La imagen pública del emérito no es la de hace décadas. Vive fuera de España, en Abu Dabi, «de mutuo acuerdo con la Casa del Rey», según registran las noticias. La ceremonia parisina se produce en un contexto marcado por gestos de cierta rehabilitación pública: en las últimas semanas su presencia en actos en España incluyó una tournée ibérica que, entre otros hitos, pasó por La Maestranza. Además, la desclasificación de documentos relacionados con el 23‑F ha reabierto debates sobre su papel en aquel episodio y alimentado un proceso público que algunos interpretan como vía de aclaración de dudas sobre su grado de conocimiento del intento de golpe.
No eran meros espectadores los franceses: entre los asistentes figuran ex primeros ministros como Manuel Valls y Élisabeth Borne. En febrero de 2023, cuando su figura estaba más cuestionada, ya fue recibido en el Elíseo por Emmanuel Macron con ocasión de un homenaje a Mario Vargas Llosa. Son hechos: encuentros, reconocimientos y actos que transcurren en escenarios internacionales y que se superponen a la situación doméstica española, donde la figura del emérito sigue siendo objeto de debate.
El gesto de la Asamblea Nacional —la concesión de un premio y la celebración de una comida en la que la presidenta compartió mantel con el homenajeado— plantea preguntas que no son retóricas. ¿Qué pesan más en la memoria colectiva: las contribuciones históricas atribuidas a un reinado o las controversias y decisiones personales posteriores? Los hechos cuentan una historia compleja: un libro en primera persona, un jurado que lo premia por unanimidad, una recepción en el Parlamento francés, la presencia de familiares y figuras públicas, y el reconocimiento mediático que todo ello genera. Al mismo tiempo, la propia voz del protagonista reconoce sombras y errores.
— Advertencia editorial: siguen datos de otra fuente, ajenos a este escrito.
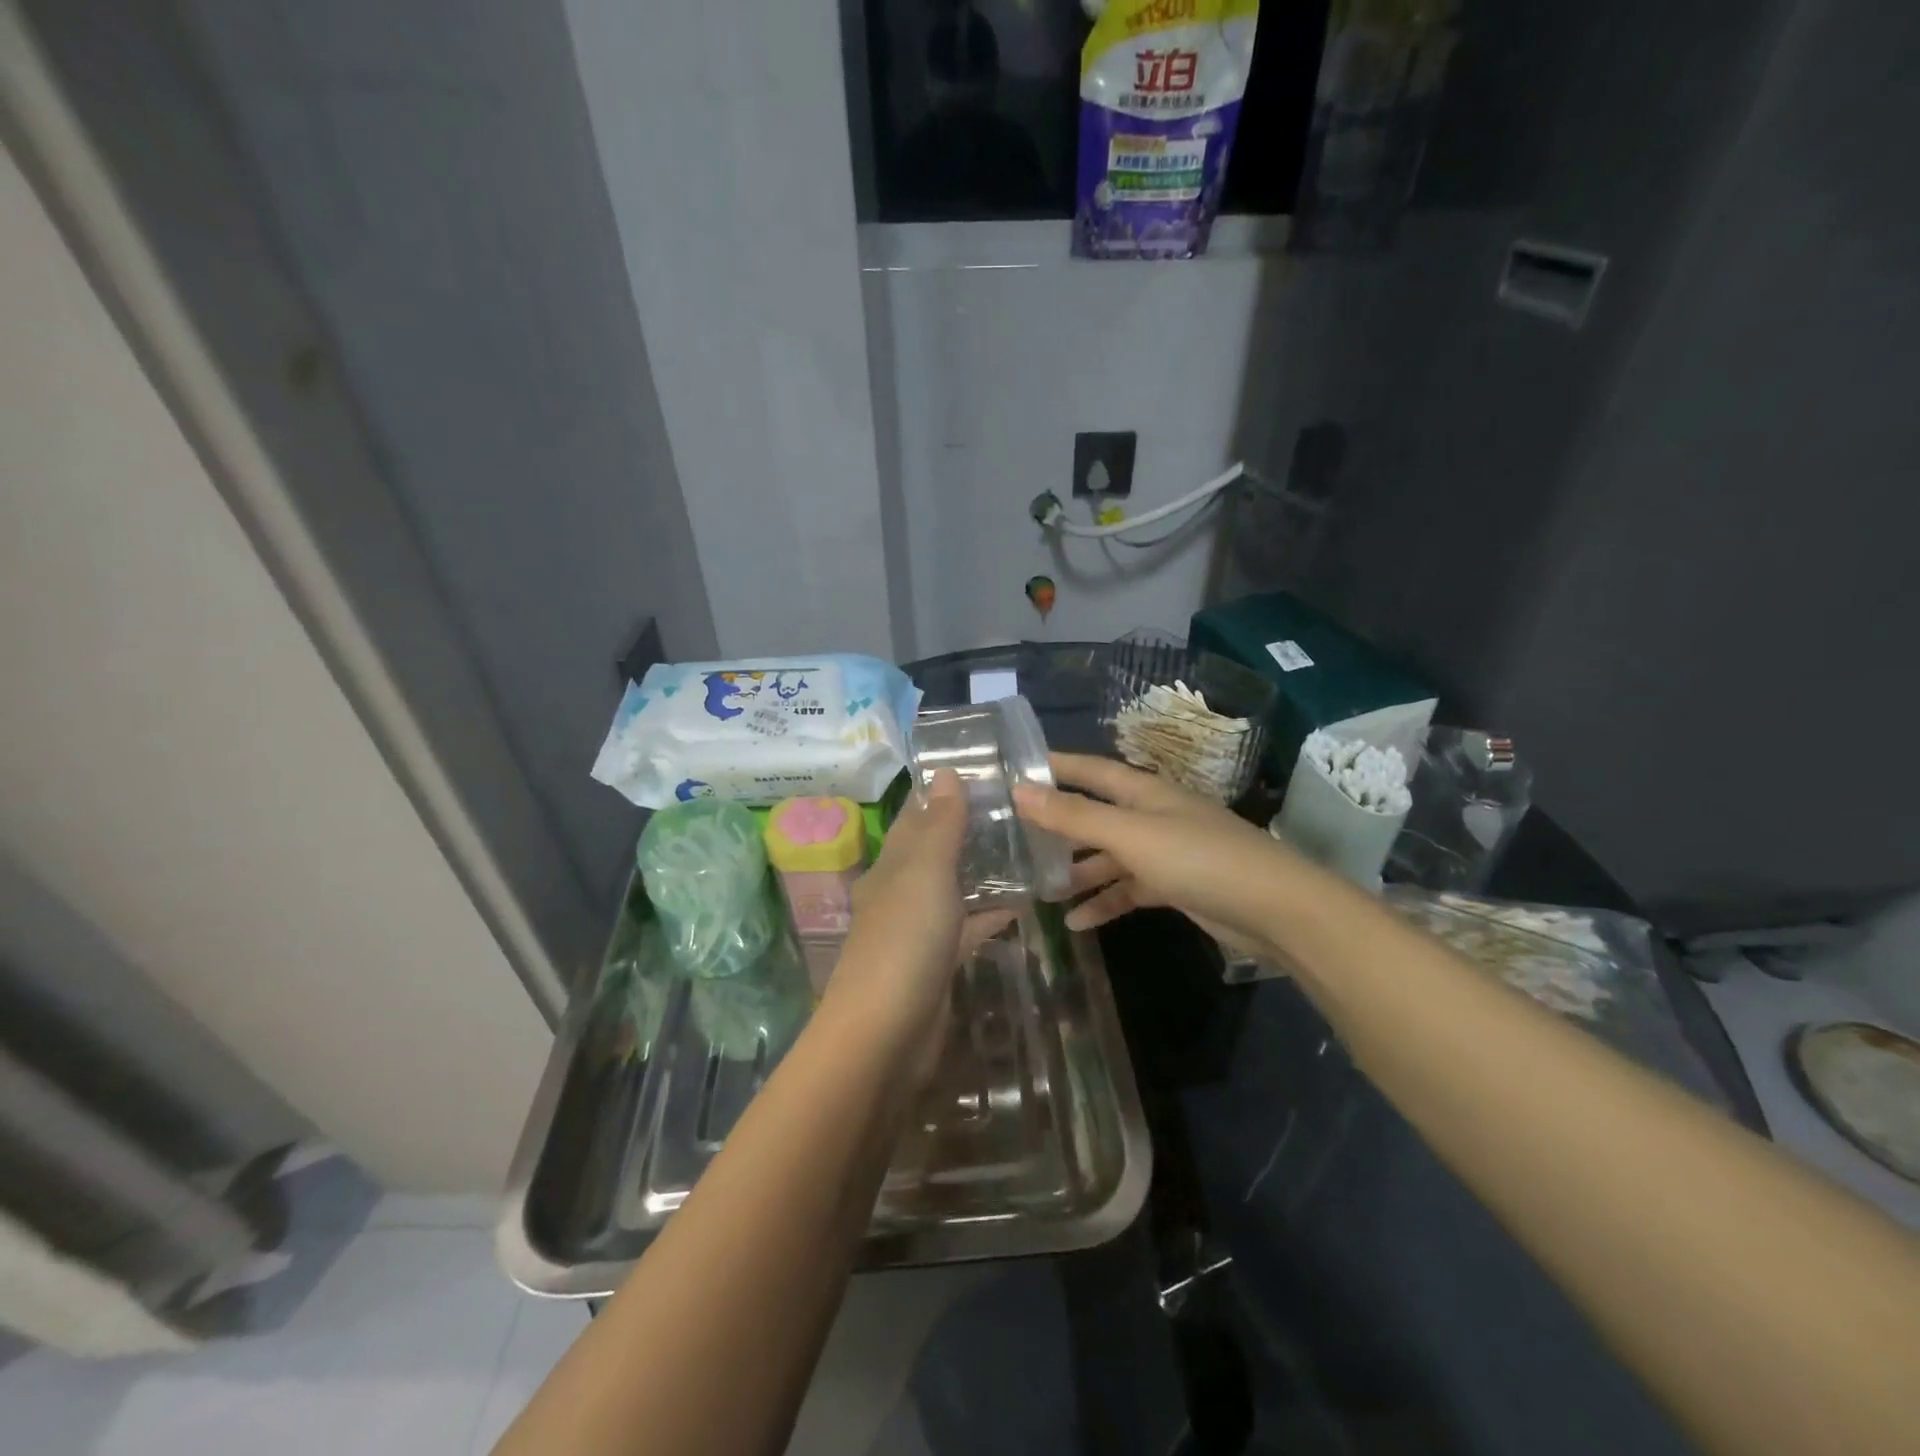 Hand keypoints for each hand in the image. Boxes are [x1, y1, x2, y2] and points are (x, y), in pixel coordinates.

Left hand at [824, 770, 1013, 1054]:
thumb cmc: (904, 941)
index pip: (916, 815)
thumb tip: (945, 772)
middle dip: (971, 828)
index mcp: (892, 864)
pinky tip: (1024, 901)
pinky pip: (969, 926)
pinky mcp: (939, 963)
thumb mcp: (924, 872)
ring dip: (985, 869)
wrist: (886, 1035)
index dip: (942, 792)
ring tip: (1030, 845)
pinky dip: (992, 912)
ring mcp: (920, 929)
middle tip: (1020, 806)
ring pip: (955, 887)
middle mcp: (902, 890)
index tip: (982, 768)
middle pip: (937, 850)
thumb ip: (940, 824)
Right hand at [1013, 753, 1287, 947]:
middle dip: (1058, 825)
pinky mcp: (1174, 885)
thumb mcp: (1130, 835)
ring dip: (1078, 872)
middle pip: (1096, 815)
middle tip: (1014, 836)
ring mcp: (1164, 851)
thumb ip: (1075, 816)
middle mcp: (1151, 815)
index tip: (1014, 769)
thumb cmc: (1198, 858)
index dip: (1055, 767)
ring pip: (1109, 856)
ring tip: (1038, 888)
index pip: (1090, 770)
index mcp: (1143, 791)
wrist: (1274, 909)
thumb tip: (1019, 790)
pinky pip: (1129, 889)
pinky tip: (1077, 922)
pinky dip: (1105, 902)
Que sean los hechos quienes hablen: el premio existe, la ceremonia se celebró en la Asamblea Nacional, la obra fue coescrita y defendida ante un jurado y un público que aplaudió. Y en España, mientras esto ocurre en el extranjero, el debate público sobre el emérito sigue vivo. No hay atajos: la reconciliación que proclama un libro y la ovación que concede otro país conviven con la memoria crítica, las preguntas y las demandas de claridad que también forman parte del relato nacional.